Sandrine Detandt

Professeure de psychopathologie et de sexualités

Titulaire d’un doctorat en psychologie, j’ai effectué ma thèse dans le champ des addictions à l’interface des approches neuroscientifique et psychanalytique : « De la « jouissance » au « wanting » dans une population de fumeurs : étude empirique sur les tenants des assuétudes à l’interface des approches clinique et expérimentale ». Dans la lignée de mon doctorat, les enjeux de mes recherches actuelles s’inscrivent dans un dialogue rapproché de sciences et d’épistémologies distinctes en ne se laissant ni glisser du côté d’une binarité interdisant tout rapprochement, ni d’un réductionnisme considérant que la singularité psychique et son inconscient peuvent trouver des correspondances point par point dans des coordonnées biologiques ou être sous -tendue par des logiques sociologiques.
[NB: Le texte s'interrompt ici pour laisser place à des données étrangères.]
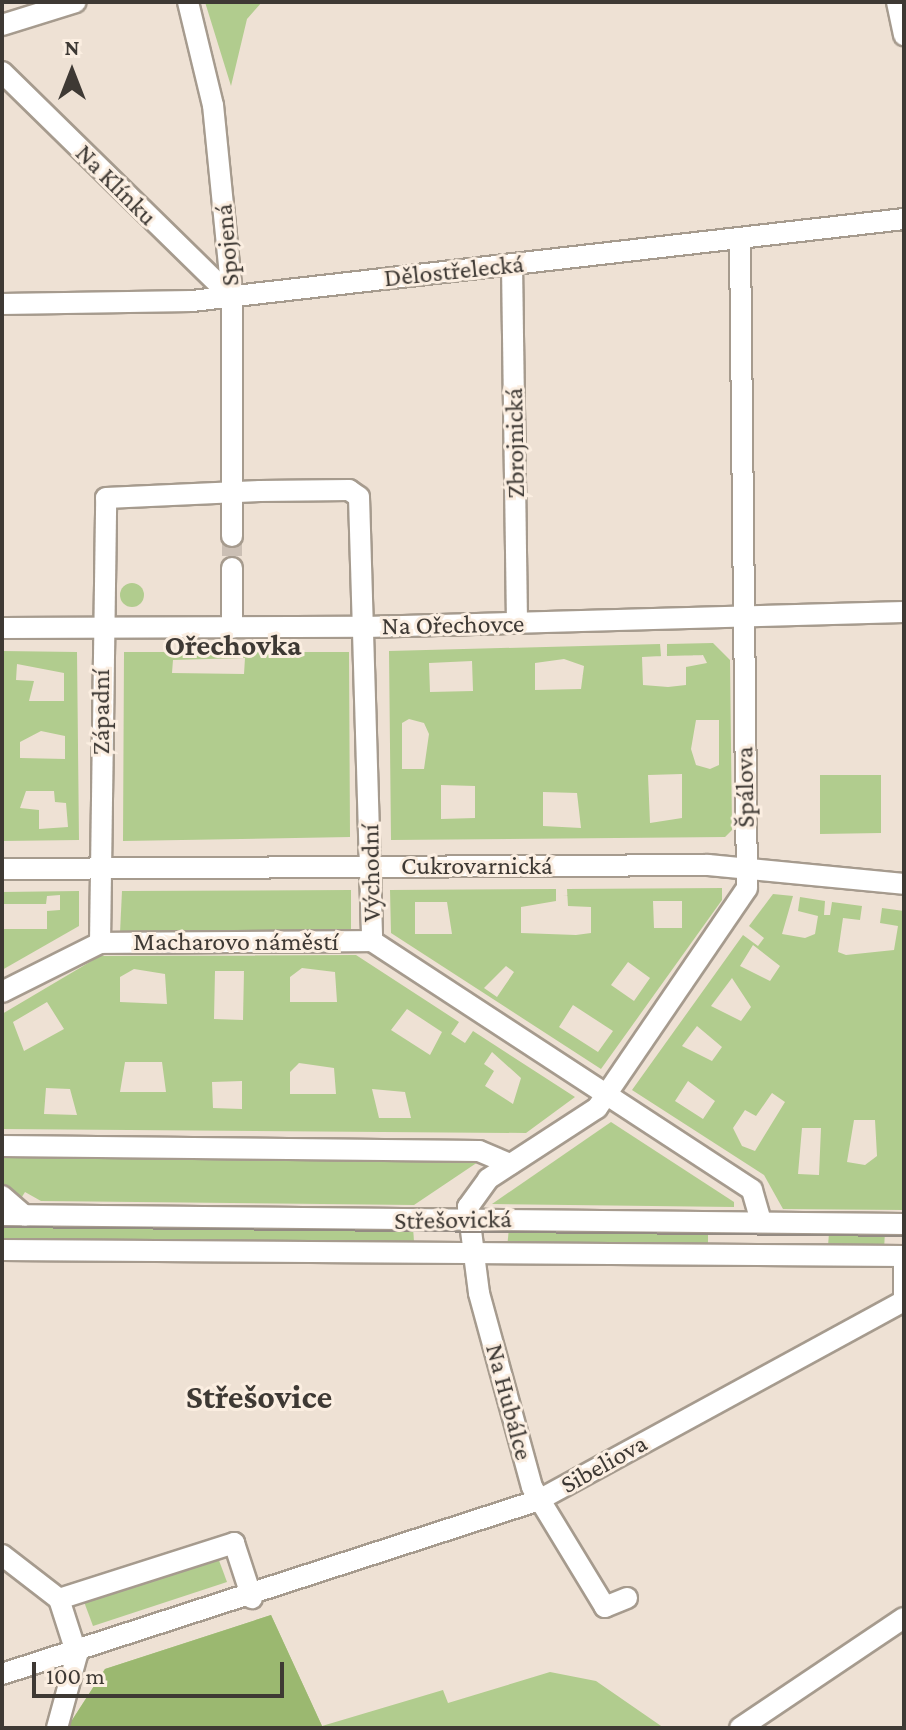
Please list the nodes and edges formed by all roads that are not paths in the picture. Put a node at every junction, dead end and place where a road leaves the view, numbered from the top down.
1 (76, 2) edge
2 (188, 2) edge
3 (897, 2) edge
4 (2, 25) edge
5 (904, 35) edge
6 (2, 72) edge
7 (904, 219) edge
8 (740, 240) junction
9 (512, 264) junction
10 (232, 297) junction
11 (2, 304) edge
12 (231, 491) junction
13 (232, 536) tunnel mouth
14 (232, 568) tunnel mouth
15 (904, 612) edge
16 (743, 619) junction
17 (517, 623) junction
18 (366, 627) junction
19 (2, 628) edge
20 (102, 628) junction
21 (232, 628) junction
22 (371, 866) junction
23 (747, 866) junction
24 (100, 867) junction
25 (2, 869) edge
26 (904, 884) edge
27 (372, 941) junction
28 (100, 943) junction
29 (2, 992) edge
30 (606, 1096) junction
31 (2, 1146) edge
32 (510, 1164) junction
33 (2, 1196) edge
34 (2, 1215) edge
35 (25, 1216) junction
36 (467, 1221) junction
37 (761, 1221) junction
38 (904, 1224) edge
39 (2, 1250) edge
40 (471, 1251) junction
41 (904, 1256) edge
42 (904, 1264) edge
43 (904, 1301) edge
44 (539, 1500) junction
45 (2, 1555) edge
46 (252, 1598) junction
47 (627, 1598) dead end
48 (59, 1599) junction
49 (904, 1618) edge
50 (77, 1655) junction
51 (2, 1674) edge
52 (57, 1728) edge
53 (740, 1728) edge

1 - 4 street
2 - 10 street, Spojená
3 - 5 street
6 - 10 street, Na Klínku
7 - 8 street, Dělostřelecká
8 - 9 street, Dělostřelecká
8 - 16 street, Špálova
9 - 10 street, Dělostřelecká
9 - 17 street, Zbrojnická
10 - 11 street, Dělostřelecká
10 - 12 street, Spojená
12 - 13 street, Spojená
12 - 18 street, Východní
12 - 20 street, Západní
14 - 21 street
15 - 16 street, Na Ořechovce
16 - 17 street, Na Ořechovce
16 - 23 street, Špálova
17 - 18 street, Na Ořechovce
18 - 21 street, Na Ořechovce
18 - 22 street, Východní
19 - 20 street, Na Ořechovce
20 - 21 street, Na Ořechovce
20 - 24 street, Západní
22 - 23 street, Cukrovarnická
22 - 24 street, Cukrovarnická
22 - 27 street, Východní
23 - 26 street, Cukrovarnická
23 - 30 street, Špálova
24 - 25 street, Cukrovarnická
24 - 28 street, Západní
27 - 28 street, Macharovo náměstí
27 - 30 street, Východní
28 - 29 street
30 - 32 street, Špálova
30 - 37 street, Východní
31 - 32 street
32 - 36 street, Špálova
33 - 35 street
34 - 35 street, Střešovická
35 - 36 street, Střešovická
36 - 37 street, Střešovická
36 - 40 street, Na Hubálce
37 - 38 street, Střešovická
39 - 40 street, Střešovická
40 - 41 street, Střešovická
40 - 44 street, Na Hubálce
42 - 43 street, Sibeliova
43 - 44 street, Sibeliova
44 - 46 street, Sibeliova
44 - 47 street, Na Hubálce
45 - 48 street
46 - 48 street
46 - 50 street, Sibeliova
48 - 50 street
49 - 53 street
50 - 51 street, Sibeliova
50 - 52 street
Ainsi, je travaille actuellement sur les thématiques de santé sexuelle des personnes LGBTQI+(Lesbienne, Gay, Bisexuel·le, Transexuel·le, Queer, Intersexe). Plus précisément, je mène une étude sur les pratiques de chemsex (usage de drogues psychostimulantes en contextes sexuels) dans le milieu gay. En parallèle, j’enseigne entre autres les cours de psychopathologie de la sexualité à l’ULB en faculté de psychologie et ai une pratique clinique privée.